Coffee was selling for $2.07 per pound on the New York Mer­can­tile on Thursday. Coffee bean prices hit a low around $1.10 in November and have been rapidly climbing since.

Even so, prices haven’t been as bad as three years ago. They spiked at $3 per pound in 2011 and were still between $1.50 and $2 for most of 2012.

Concern about not having enough supply to meet demand is driving up prices.

Brazil’s National Coffee Coun­cil said it expects the country’s harvest to be between 40.1 million and 43.3 million bags, down from its previous forecast of 44 million bags, according to The Wall Street Journal.

Sterling Smith, a commodities analyst at Citigroup, told the Associated Press that big price swings for coffee might become the norm in coming months.

“We’re going to be seeing this happen frequently until we get a better idea of how much damage was done to the crop,” Smith said. Coffee in Brazil isn’t harvested until June.

The Wall Street Journal also reported that the lower-grade robusta beans around the world will come in short of demand by 11 million bags.

The number of coffee bags might be shrinking, but the number of coffee drinkers is not. About 83 percent of adults in the U.S. drink coffee, reported the Na­tional Coffee Association of USA.

Overall coffee consumption jumped by 5 percent this year, according to the association’s National Coffee Drinking Trends market research study.

The association also reported Americans continue to drink more coffee than soft drinks, a gap that has widened over the last several years.

Coffee roaster John Curry, co-owner of Buona Caffe Artisan Roasted Coffee on Central Avenue in Augusta, is on the fence as to whether he will have to increase his prices or “hold off a little while longer” in response to higher coffee bean prices.

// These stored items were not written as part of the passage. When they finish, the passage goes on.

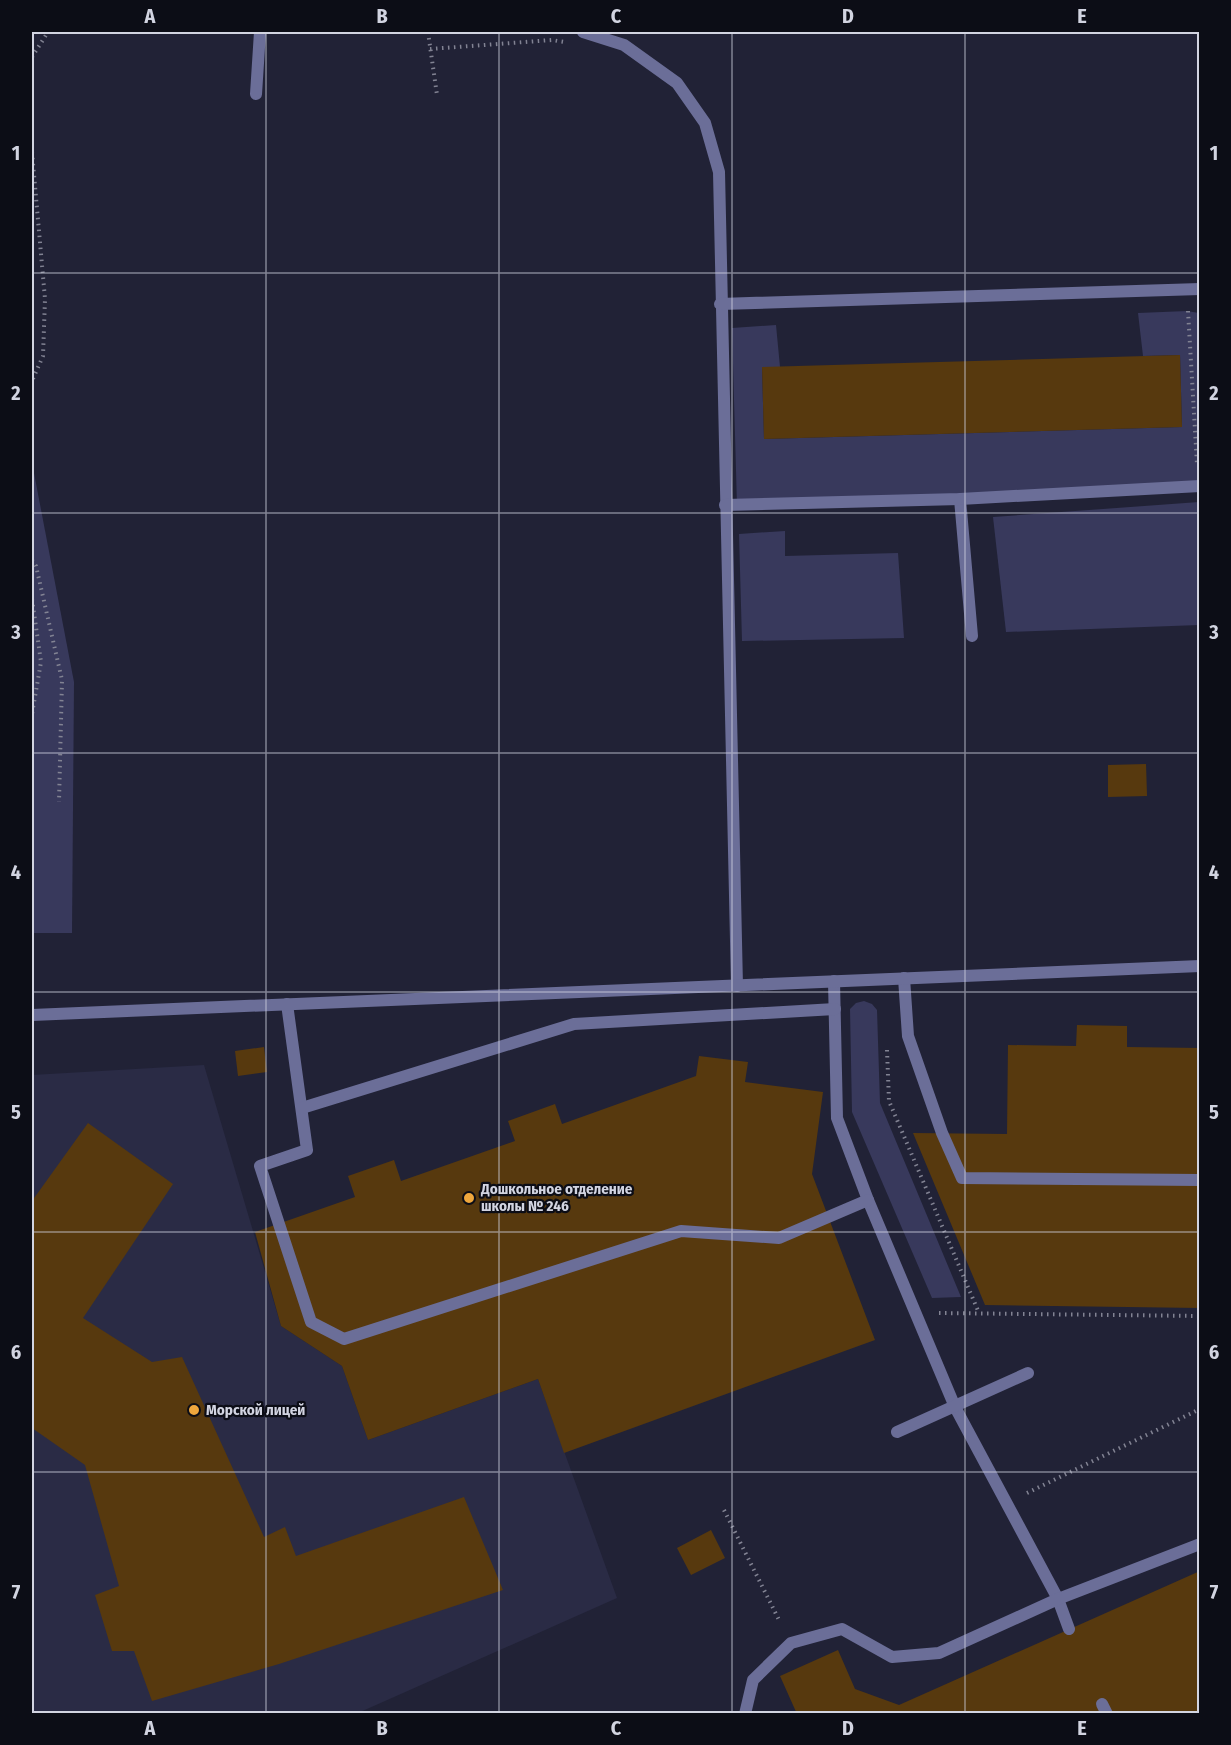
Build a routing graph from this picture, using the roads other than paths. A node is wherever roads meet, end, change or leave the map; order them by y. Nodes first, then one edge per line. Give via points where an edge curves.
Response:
1 (260, 32) edge
2 (583, 32) edge
3 (256, 93) dead end
4 (1200, 289) edge
5 (720, 304) junction
6 (1199, 486) edge
7 (960, 499) junction
8 (725, 505) junction
9 (972, 636) dead end
10 (1200, 966) edge
11 (904, 978) junction
12 (834, 981) junction
13 (737, 986) junction
14 (287, 1004) junction
15 (835, 1009) junction
16 (32, 1015) edge
17 (302, 1108) junction
18 (1200, 1180) edge
19 (868, 1200) junction
20 (1028, 1373) dead end
21 (955, 1407) junction
22 (897, 1432) dead end
23 (1200, 1544) edge
24 (1058, 1599) junction
25 (1070, 1629) dead end
26 (745, 1713) edge

1 - 3 lane
2 - 5 lane via 624,45 677,82 705,123 718,171
4 - 5 lane
5 - 8 lane
6 - 7 lane
7 - 8 lane
7 - 9 lane
8 - 13 lane
10 - 11 lane
11 - 12 lane
11 - 18 lane via 908,1036 962,1178
12 - 13 lane
12 - 15 lane
13 - 14 lane
14 - 16 lane
14 - 17 lane
15 - 17 lane via 574,1024
15 - 19 lane via 837,1118
17 - 19 lane via 307,1150 260,1166 311,1322 345,1339 681,1230 779,1238
19 - 21 lane
20 - 21 lane
21 - 22 lane
21 - 24 lane
23 - 24 lane
24 - 25 lane
24 - 26 lane via 939,1653 892,1657 842,1629 791,1642 753,1680

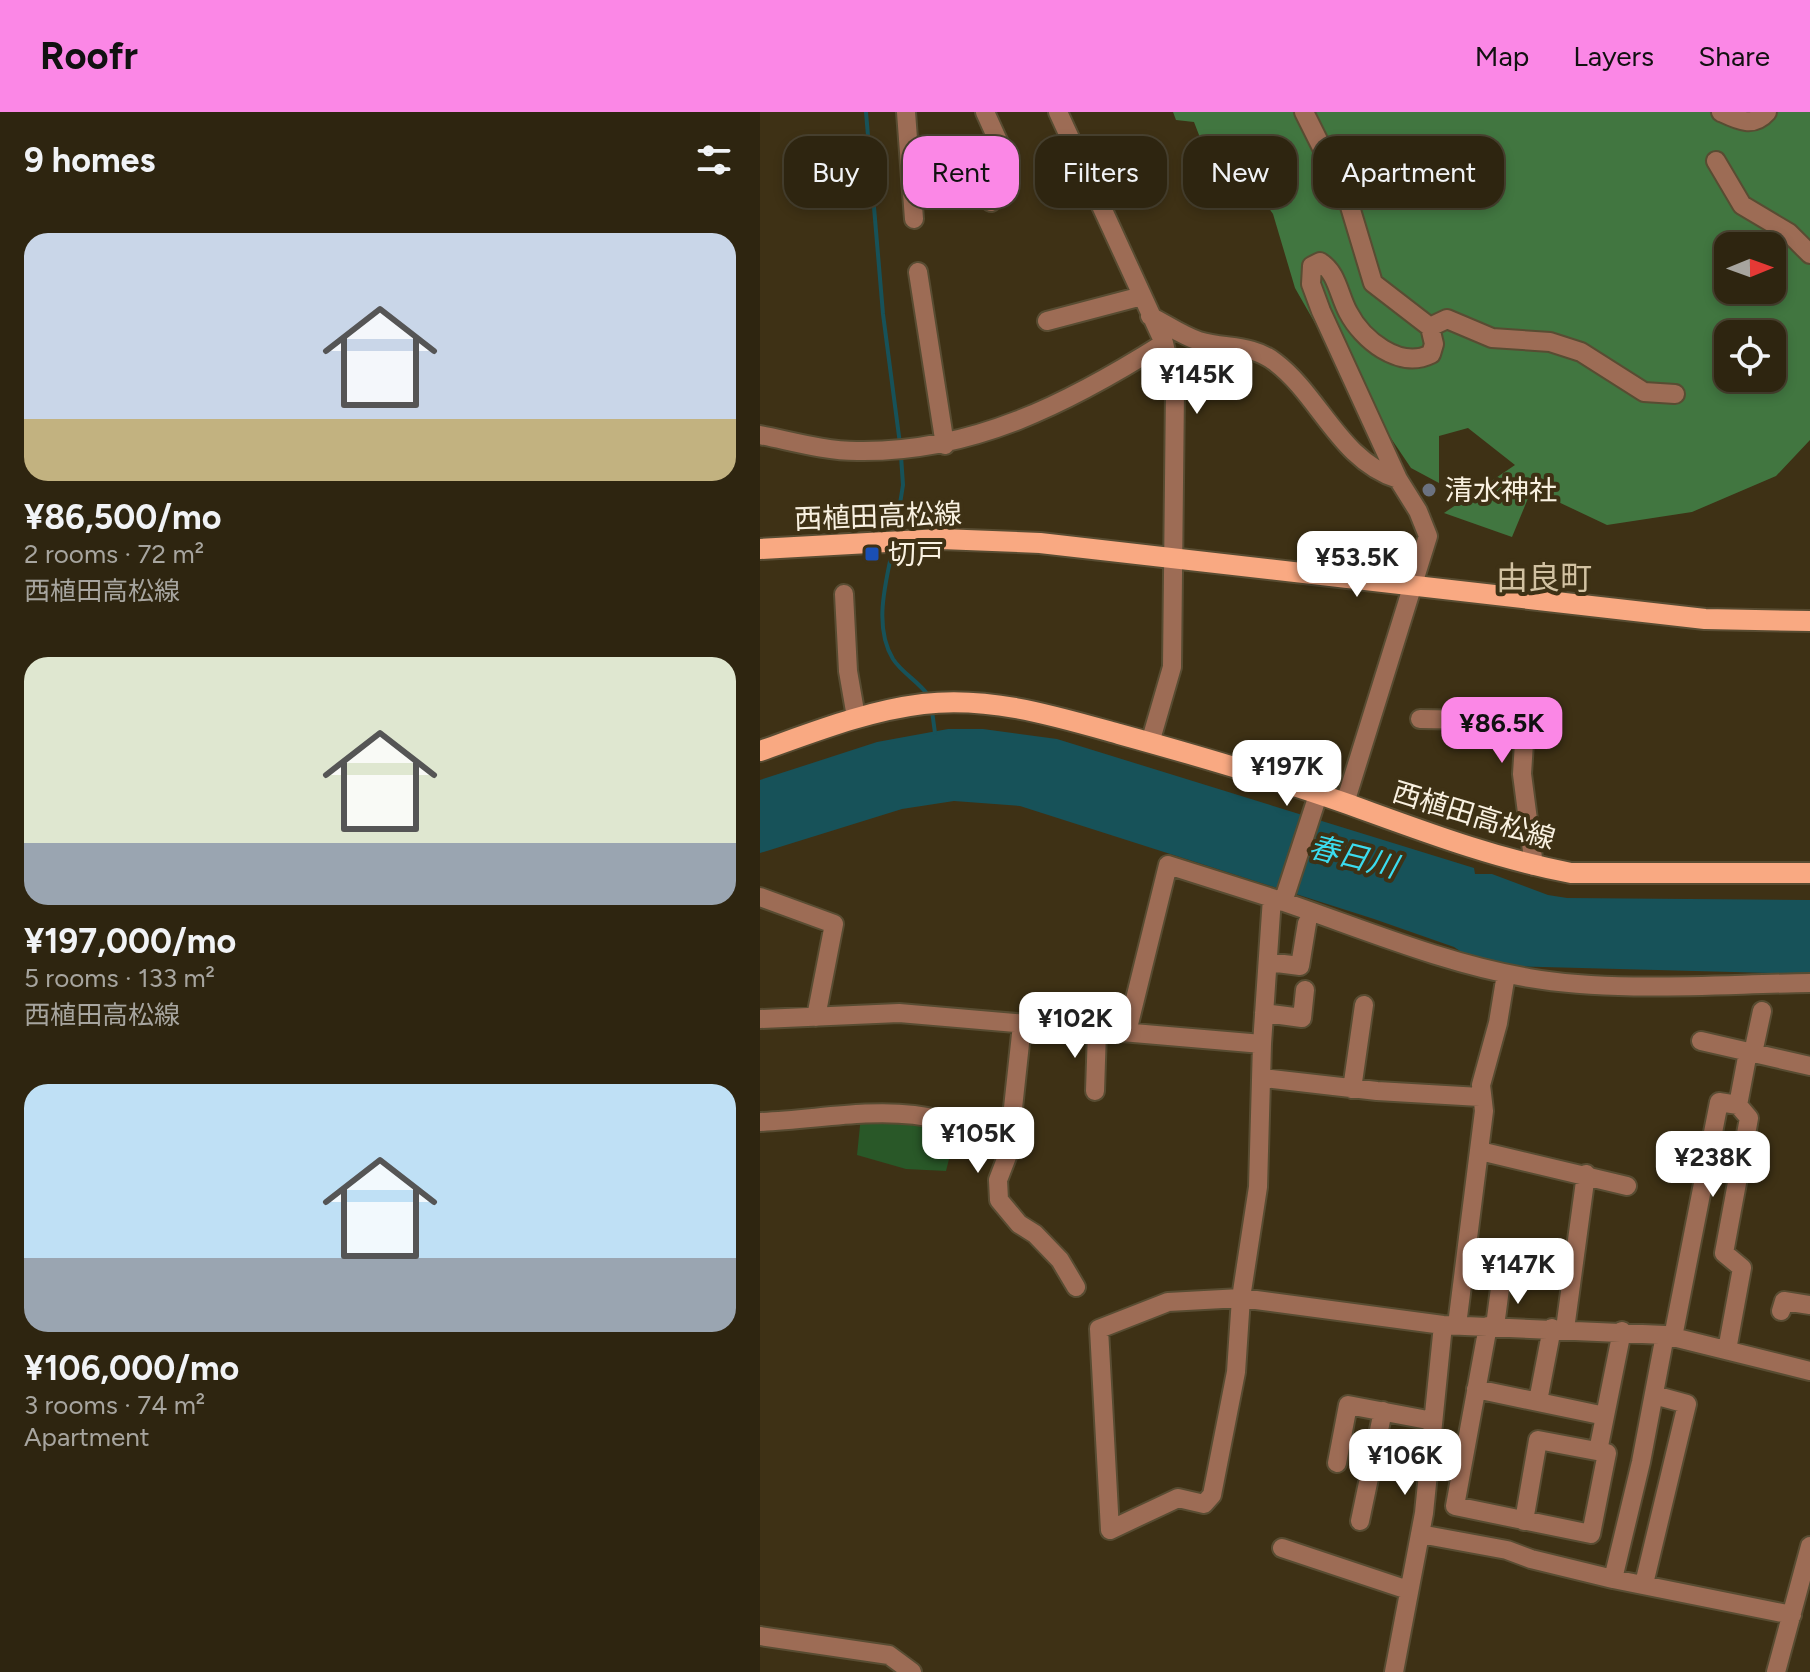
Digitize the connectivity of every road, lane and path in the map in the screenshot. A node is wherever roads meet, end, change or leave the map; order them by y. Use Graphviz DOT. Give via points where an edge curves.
graph roads {
  1 [pos="906,112"];
  2 [pos="985,112"];
  3 [pos="1058,112"];
  4 [pos="1304,112"];
  5 [pos="1721,112"];
  6 [pos="1767,112"];
  7 [pos="908,136"];
  8 [pos="996,136"];
  9 [pos="1716,161"];
  10 [pos="913,208"];
  11 [pos="914,219"];
  12 [pos="1810,254"];
  13 [pos="918,272"];
  14 [pos="1142,296"];
  15 [pos="1150,316"];
  16 [pos="1047,321"];
  17 [pos="1430,327"];
  18 [pos="1164,343"];
  19 [pos="1675,394"];
  20 [pos="760,435"];
  21 [pos="945,445"];
  22 [pos="1398,479"];
  23 [pos="760,549"];
  24 [pos="1176,557"];
  25 [pos="1414,583"];
  26 [pos="844,594"];
  27 [pos="1810,621"];
  28 [pos="856,717"];
  29 [pos="1420,719"];
  30 [pos="1150,743"];
  31 [pos="760,751"];
  32 [pos="1318,795"];
  33 [pos="1345,803"];
  34 [pos="1534,866"];
  35 [pos="1810,873"];
  36 [pos="760,897"];
  37 [pos="1278,900"];
  38 [pos="1307,923"];
  39 [pos="1268,962"];
  40 [pos="1506,974"];
  41 [pos="1810,983"];
  42 [pos="1305,990"];
  43 [pos="1364,1005"];
  44 [pos="1762,1011"];
  45 [pos="1264,1013"];
  46 [pos="816,1017"];
  47 [pos="760,1019"];
  48 [pos="1022,1025"];
  49 [pos="1097,1031"];
  50 [pos="1127,1032"];
  51 [pos="1701,1041"];
  52 [pos="1262,1044"];
  53 [pos="1750,1052"];
  54 [pos="1810,1066"];
  55 [pos="1263,1078"];
  56 [pos="1352,1089"];
  57 [pos="1095,1091"];
  58 [pos="1480,1097"];
  59 [pos="1738,1105"];
  60 [pos="760,1122"];
  61 [pos="1480,1151"];
  62 [pos="1008,1154"];
  63 [pos="1586,1174"];
  64 [pos="1627,1186"];
  65 [pos="1501,1281"];
  66 [pos="1076,1287"];
  67 [pos="1241,1298"];
  68 [pos="1810,1305"];
  69 [pos="1781,1311"];
  70 [pos="1450,1325"];
  71 [pos="1491,1326"];
  72 [pos="1558,1328"];
  73 [pos="1622,1331"];
  74 [pos="1669,1336"];
  75 [pos="1727,1350"];
  76 [pos="1810,1371"];
  77 [pos="1476,1389"];
  78 [pos="1654,1395"];
  79 [pos="1538,1401"];
  80 [pos="1383,1411"];
  81 [pos="1605,1416"];
  82 [pos="1433,1421"];
  83 [pos="1598,1451"];
  84 [pos="1337,1463"];
  85 [pos="1360,1521"];
  86 [pos="1524,1521"];
  87 [pos="1420,1534"];
  88 [pos="1810,1546"];
  89 [pos="1282,1548"];
  90 [pos="1613,1579"];
  91 [pos="1644,1584"];
  92 [pos="1408,1590"];
  93 [pos="1792,1615"];
  94 [pos="760,1636"];
  95 [pos="912,1672"];
  96 [pos="1394,1672"];
  97 [pos="1776,1672"];
  1 -- 7 [label="street"];
  2 -- 8 [label="street"];
  3 -- 14 [label="street"];
  4 -- 17 [label="street" via="1348,200 1373,283"];
  5 -- 6 [label="street" via="1742,122 1757,121"];
  9 -- 12 [label="street" via="1742,205 1789,233"];
  10 -- 11 [label="street"];
  13 -- 21 [label="street"];
  14 -- 15 [label="street"];
  14 -- 16 [label="street"];
  15 -- 18 [label="street"];
  15 -- 22 [label="street" via="1199,341 1254,349 1277,362 1348,445 1376,472"];
  17 -- 19 [label="street" via="1447,319 1492,338 1550,342 1596,359 1644,392"];
  17 -- 22 [label="street" via="1431,354 1395,356 1349,315 1330,270 1320,262 1312,266 1311,284 1321,311"];
  18 -- 21 [label="street" via="1087,391"];
  18 -- 24 [label="street" via="1175,390"];
  20 -- 21 [label="street" via="853,451"];
  22 -- 25 [label="street" via="1428,536"];
  23 -- 24 [label="main road, 西植田高松線" via="894,541 1040,543"];
  24 -- 25 [label="main road, 西植田高松線"];
  24 -- 30 [label="street" via="1172,667"];
  25 -- 27 [label="main road, 西植田高松線" via="1705,619"];
  25 -- 33 [label="street"];
  26 -- 28 [label="street"];
  28 -- 30 [label="main road, 西植田高松線" via="924,704 973,703 1017,707"];
  28 -- 31 [label="main road, 西植田高松線"];
  29 -- 34 [label="street" via="1525,727 1522,774"];
  30 -- 32 [label="main road, 西植田高松線"];
  32 -- 33 [label="main road, 西植田高松線"];
  32 -- 37 [label="street"];
  33 -- 34 [label="main road, 西植田高松線" via="1443,840"];
  34 -- 35 [label="main road, 西植田高松線" via="1571,873"];
  36 -- 46 [label="street" via="834,924"];
  37 -- 39 [label="street"];
  37 -- 40 [label="street"];
  37 -- 50 [label="street" via="1168,865"];
  38 -- 39 [label="street" via="1300,966"];
  39 -- 45 [label="street"];
  40 -- 41 [label="street" via="1590,984"];
  40 -- 58 [label="street"];
  42 -- 45 [label="street" via="1301,1026"];
  43 -- 56 [label="street"];
  44 -- 53 [label="street"];
  45 -- 52 [label="street"];
  46 -- 47 [label="street"];
  46 -- 48 [label="street" via="899,1013"];
  48 -- 49 [label="street"];
  48 -- 62 [label="street"];
  49 -- 50 [label="street"];
  49 -- 57 [label="street"];
  50 -- 52 [label="street"];
  51 -- 53 [label="street"];
  52 -- 55 [label="street"];
  53 -- 54 [label="street"];
  53 -- 59 [label="street"];
  55 -- 56 [label="street"];
  55 -- 67 [label="street" via="1258,1187"];
  56 -- 58 [label="street"];
  58 -- 61 [label="street"];
  59 -- 74 [label="street" via="1719,1102"];
  59 -- 75 [label="street" via="1749,1118 1724,1253 1742,1268"];
  60 -- 62 [label="street" via="911,1112 990,1139"];
  61 -- 63 [label="street"];
  61 -- 70 [label="street"];
  62 -- 66 [label="street" via="998,1180 999,1200 1060,1260"];
  63 -- 64 [label="street"];
  63 -- 72 [label="street"];
  65 -- 71 [label="street"];
  67 -- 67 [label="street" via="1168,1302 1099,1329 1110,1530 1178,1498 1204,1504 1212,1495 1236,1372"];
  67 -- 70 [label="street"];
  68 -- 69 [label="street" via="1784,1301"];
  70 -- 71 [label="street"];
  70 -- 82 [label="street"];
  71 -- 72 [label="street"];
  71 -- 77 [label="street"];
  72 -- 73 [label="street"];
  72 -- 79 [label="street"];
  73 -- 74 [label="street"];
  73 -- 81 [label="street"];
  74 -- 75 [label="street"];
  74 -- 78 [label="street"];
  75 -- 76 [label="street"];
  77 -- 79 [label="street"];
  77 -- 86 [label="street" via="1455,1506"];
  78 -- 90 [label="street"];
  78 -- 91 [label="street" via="1687,1404"];
  79 -- 81 [label="street"];
  80 -- 82 [label="street"];
  80 -- 84 [label="street" via="1348,1405"];
  80 -- 85 [label="street"];
  81 -- 83 [label="street"];
  82 -- 87 [label="street"];
  83 -- 86 [label="street" via="1538,1440"];
  83 -- 86 [label="street" via="1607,1453 1591,1534"];
  87 -- 90 [label="street" via="1507,1550"];
  87 -- 92 [label="street"];
  88 -- 93 [label="street"];
  89 -- 92 [label="street"];
  90 -- 91 [label="street"];
  91 -- 93 [label="street"];
  92 -- 96 [label="street"];
  93 -- 97 [label="street"];
  94 -- 95 [label="street" via="889,1655"];
}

Even though Curry’s business doesn’t use the same arabica beans that are standards for the Folger’s and Maxwell House brands, the cost of specialty beans has also gone up.

“I’m afraid I might have to raise on my retail coffee, maybe not my wholesale for right now,” Curry said.

Buona Caffe is also a roasted bean supplier to shops in the Augusta area and as far away as Statesboro, Ga. The Georgia governor’s mansion is also a wholesale customer.

Curry said prices started going up on the threat of drought and kept going up as the drought became real. In Central and South America, coffee plants are suffering from leaf rust.

“Global coffee prices interact with that,” said Curry, who also buys from Africa and Asia. “I’m paying well over $4 a pound for some of my coffee.”

The top companies – Starbucks, J.M. Smucker Co., the maker of Folgers, and Kraft, which owns the Maxwell House brand – have the ability to lock in prices and stock warehouses. Curry said he doesn’t have the facilities to warehouse large amounts to avoid price spikes.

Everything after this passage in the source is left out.